TRY IT
Output exactly the lines below, starting with the line that has "ring mcp: (373, 265)" and going on through the line that has "pinky tip: (355, 280)", both included, and no other lines.

DATA IN THIS EXERCISE
^^^^

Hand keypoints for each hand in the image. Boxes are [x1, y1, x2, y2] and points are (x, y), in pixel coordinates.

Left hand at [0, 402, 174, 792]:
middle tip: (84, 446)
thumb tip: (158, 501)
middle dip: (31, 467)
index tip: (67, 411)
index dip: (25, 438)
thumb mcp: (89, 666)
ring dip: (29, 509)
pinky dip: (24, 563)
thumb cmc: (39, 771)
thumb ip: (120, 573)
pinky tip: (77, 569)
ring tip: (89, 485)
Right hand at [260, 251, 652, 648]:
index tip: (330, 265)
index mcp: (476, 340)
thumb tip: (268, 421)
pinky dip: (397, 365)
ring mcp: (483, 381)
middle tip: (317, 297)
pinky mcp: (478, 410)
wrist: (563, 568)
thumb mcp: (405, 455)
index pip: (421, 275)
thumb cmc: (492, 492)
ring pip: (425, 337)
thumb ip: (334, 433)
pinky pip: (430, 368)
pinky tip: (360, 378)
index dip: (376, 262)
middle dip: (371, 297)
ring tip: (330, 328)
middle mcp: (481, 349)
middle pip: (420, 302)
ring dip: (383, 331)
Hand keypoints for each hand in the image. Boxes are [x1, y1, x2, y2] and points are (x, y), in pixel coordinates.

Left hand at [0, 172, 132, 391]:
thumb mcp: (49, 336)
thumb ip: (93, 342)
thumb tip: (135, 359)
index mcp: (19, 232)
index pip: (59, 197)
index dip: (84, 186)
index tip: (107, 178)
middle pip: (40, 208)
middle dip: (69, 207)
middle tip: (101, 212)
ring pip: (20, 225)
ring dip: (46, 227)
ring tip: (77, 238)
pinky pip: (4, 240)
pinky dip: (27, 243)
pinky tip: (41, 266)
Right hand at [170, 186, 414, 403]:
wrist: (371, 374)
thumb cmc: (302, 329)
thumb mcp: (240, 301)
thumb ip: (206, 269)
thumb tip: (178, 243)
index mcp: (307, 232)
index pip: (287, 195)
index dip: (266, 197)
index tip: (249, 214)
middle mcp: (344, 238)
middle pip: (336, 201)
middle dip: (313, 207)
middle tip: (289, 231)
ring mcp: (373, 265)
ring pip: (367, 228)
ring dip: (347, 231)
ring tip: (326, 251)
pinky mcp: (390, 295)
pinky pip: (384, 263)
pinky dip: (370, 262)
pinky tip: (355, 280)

^^^^

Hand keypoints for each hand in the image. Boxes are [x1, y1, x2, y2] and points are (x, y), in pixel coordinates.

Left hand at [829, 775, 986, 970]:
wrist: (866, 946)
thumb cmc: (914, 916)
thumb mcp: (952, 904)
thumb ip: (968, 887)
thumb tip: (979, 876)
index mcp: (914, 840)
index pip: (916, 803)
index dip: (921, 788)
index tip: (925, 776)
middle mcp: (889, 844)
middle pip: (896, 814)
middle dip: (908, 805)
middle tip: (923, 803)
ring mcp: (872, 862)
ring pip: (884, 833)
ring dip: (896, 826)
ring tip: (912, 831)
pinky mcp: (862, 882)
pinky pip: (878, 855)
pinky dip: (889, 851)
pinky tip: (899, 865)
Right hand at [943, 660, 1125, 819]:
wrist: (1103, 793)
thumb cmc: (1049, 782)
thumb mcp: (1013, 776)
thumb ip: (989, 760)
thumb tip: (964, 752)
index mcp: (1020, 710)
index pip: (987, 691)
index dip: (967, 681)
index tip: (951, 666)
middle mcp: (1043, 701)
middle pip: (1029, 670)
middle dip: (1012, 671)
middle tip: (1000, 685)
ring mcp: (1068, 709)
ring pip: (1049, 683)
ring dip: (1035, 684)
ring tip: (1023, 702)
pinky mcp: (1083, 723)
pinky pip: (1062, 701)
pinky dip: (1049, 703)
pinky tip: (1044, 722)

^^^^

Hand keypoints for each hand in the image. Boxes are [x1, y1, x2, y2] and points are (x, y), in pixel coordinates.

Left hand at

^^^^

REPLY
ring mcp: (373, 265)
ring pip: (367, 228)
ring dip: (347, 231)
ring tip: (326, 251)
pinky mcp: (390, 295)
pinky pip: (384, 263)
pinky dip: (370, 262)
pinky tip: (355, 280)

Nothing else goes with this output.